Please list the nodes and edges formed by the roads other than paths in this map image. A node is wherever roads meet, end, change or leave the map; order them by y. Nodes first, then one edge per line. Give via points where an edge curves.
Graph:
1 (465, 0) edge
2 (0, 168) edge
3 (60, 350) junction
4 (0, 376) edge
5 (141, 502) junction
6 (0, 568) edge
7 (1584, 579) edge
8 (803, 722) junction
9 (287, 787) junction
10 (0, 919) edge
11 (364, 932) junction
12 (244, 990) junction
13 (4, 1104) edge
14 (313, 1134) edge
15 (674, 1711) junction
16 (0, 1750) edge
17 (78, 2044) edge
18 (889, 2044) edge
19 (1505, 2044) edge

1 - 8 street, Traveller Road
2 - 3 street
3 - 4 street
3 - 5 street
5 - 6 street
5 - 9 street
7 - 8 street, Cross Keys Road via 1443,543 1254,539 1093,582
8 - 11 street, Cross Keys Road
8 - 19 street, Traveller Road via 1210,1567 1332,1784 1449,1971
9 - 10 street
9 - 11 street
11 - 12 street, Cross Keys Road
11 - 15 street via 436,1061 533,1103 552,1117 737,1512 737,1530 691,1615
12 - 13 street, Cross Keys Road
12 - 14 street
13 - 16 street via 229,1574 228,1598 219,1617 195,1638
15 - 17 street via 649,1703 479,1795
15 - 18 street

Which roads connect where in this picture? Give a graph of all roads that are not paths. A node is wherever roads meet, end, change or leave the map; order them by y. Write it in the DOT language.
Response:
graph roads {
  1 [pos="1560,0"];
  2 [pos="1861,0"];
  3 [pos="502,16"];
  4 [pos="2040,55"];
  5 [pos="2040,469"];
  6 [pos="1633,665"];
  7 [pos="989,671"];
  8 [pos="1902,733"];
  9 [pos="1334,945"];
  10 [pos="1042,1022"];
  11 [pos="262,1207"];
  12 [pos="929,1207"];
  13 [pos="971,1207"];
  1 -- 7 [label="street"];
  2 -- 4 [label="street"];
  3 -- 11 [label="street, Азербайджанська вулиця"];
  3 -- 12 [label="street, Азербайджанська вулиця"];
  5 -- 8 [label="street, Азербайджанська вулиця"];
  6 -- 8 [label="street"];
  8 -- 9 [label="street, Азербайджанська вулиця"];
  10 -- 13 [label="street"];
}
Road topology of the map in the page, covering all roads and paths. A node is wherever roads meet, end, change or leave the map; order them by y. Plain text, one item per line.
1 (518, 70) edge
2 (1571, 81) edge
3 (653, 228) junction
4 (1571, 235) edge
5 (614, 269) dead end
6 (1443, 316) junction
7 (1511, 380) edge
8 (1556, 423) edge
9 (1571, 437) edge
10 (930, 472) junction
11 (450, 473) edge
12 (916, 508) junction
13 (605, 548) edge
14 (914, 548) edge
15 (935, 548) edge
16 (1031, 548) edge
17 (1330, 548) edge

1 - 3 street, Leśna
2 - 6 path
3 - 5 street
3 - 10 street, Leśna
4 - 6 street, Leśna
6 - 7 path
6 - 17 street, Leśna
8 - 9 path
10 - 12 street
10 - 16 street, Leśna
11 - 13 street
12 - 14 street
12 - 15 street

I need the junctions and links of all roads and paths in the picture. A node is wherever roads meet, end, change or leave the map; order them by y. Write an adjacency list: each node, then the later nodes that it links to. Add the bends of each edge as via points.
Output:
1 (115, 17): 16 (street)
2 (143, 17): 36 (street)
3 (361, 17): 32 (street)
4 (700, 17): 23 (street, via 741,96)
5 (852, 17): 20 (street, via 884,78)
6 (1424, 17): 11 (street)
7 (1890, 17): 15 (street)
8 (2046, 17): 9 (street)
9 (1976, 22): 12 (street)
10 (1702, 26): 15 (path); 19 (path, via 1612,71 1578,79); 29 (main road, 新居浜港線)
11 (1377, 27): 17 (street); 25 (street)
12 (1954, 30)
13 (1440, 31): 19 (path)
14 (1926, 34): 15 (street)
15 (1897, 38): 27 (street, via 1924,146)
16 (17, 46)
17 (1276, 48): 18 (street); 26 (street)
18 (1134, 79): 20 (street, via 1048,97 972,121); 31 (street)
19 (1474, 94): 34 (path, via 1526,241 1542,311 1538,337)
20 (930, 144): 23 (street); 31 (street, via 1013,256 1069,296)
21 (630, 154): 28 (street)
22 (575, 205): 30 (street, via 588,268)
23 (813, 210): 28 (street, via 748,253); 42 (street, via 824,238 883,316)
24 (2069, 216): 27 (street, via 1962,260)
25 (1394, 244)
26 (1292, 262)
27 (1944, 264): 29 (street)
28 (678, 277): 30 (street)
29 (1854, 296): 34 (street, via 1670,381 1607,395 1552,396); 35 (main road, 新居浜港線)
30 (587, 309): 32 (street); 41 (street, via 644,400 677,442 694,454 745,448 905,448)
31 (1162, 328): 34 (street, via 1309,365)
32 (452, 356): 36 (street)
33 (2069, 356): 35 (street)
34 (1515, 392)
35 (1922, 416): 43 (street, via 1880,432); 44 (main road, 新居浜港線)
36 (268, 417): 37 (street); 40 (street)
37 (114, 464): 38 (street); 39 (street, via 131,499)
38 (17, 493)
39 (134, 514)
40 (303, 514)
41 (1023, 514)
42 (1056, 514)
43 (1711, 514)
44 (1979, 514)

Your objective:
Search the data above for the string "Write" and report each line that holds it.

Result of the task:
Which roads connect where in this picture? Give a graph of all roads that are not paths. A node is wherever roads meet, end, change or leave the map; order them by y. Write it in the DOT language.
I need the junctions and links of all roads and paths in the picture. A node is wherever roads meet, end, change or leave the map; order them by y. Write an adjacency list: each node, then the later nodes that it links to. Add the bends of each edge as via points.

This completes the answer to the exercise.